His time-efficient habits are manifested in his personal life as well. He married the first girl he dated, a fellow student at Stanford University. He and Kathy Halamka, a photographer and artist, have been married 22 years--more than half of John's life. He's only 40. The Halamkas' 9-year-old daughter often accompanies her dad on his overseas travels.
Halamka considers medicine and technology his "parallel interests," and both bit him at an early age. "I spent the summer when I was 10 working with biologists on Beaver Island, Mich., and developed a great interest in the natural world and biological systems," he says. It was around that same time that Halamka's interest in technology budded. His favorite after-school hobby was visiting the surplus stores of aircraft and electronic companies in California.
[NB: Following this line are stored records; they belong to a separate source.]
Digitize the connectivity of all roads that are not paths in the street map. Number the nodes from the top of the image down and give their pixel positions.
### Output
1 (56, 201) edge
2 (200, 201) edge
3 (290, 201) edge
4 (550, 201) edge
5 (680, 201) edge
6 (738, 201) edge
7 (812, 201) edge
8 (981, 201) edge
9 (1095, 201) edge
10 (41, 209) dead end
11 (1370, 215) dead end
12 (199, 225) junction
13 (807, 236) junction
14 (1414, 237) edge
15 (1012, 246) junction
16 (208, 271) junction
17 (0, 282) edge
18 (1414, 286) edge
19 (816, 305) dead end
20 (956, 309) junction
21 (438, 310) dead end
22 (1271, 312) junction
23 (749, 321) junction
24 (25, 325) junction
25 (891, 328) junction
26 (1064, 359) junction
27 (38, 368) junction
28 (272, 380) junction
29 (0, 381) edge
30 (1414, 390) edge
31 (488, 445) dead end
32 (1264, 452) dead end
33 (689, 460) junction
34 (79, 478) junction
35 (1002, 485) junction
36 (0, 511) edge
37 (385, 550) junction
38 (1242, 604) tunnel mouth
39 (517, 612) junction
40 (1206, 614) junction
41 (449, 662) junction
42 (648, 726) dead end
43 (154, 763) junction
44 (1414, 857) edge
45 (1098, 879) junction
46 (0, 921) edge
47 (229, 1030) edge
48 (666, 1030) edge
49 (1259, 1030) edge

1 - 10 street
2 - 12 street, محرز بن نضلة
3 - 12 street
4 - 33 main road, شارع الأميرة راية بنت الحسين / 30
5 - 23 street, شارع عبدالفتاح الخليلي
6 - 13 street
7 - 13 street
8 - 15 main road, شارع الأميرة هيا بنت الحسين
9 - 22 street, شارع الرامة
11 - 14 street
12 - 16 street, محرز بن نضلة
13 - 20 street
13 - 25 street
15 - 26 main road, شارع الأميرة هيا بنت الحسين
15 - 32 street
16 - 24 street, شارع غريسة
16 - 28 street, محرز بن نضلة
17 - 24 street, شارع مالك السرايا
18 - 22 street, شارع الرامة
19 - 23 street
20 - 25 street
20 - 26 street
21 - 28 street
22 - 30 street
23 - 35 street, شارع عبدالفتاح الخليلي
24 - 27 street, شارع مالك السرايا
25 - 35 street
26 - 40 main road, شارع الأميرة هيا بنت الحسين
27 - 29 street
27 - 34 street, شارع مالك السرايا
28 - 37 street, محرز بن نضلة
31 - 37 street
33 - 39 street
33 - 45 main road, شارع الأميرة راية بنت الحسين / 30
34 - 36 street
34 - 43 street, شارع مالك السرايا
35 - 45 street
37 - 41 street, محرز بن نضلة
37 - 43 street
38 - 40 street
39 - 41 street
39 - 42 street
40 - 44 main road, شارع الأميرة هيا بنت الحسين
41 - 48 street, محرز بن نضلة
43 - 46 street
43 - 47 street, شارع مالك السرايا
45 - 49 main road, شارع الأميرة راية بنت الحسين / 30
During the coming year, Halamka says he'll focus on providing Web order-entry access throughout CareGroup's other four hospitals and on implementing Web-based systems that let outpatients schedule procedures and appointments. "John has an unusual command of explaining very complex things and for teaching others," says Reed Gardner, chairman of the medical informatics department at the University of Utah School of Medicine. Gardner met Halamka eight years ago when Gardner was a professor and Halamka one of his informatics students. Above all, Gardner adds, "John has vision for what medical computing and informatics should be."
Halamka sees a lot of similarities in emergency medicine and technology. "I think of the human body in engineering terms--input/output failures, memory corruptions--and computers in medical terms," he says. "An IT problem is triage where the technology becomes the patient."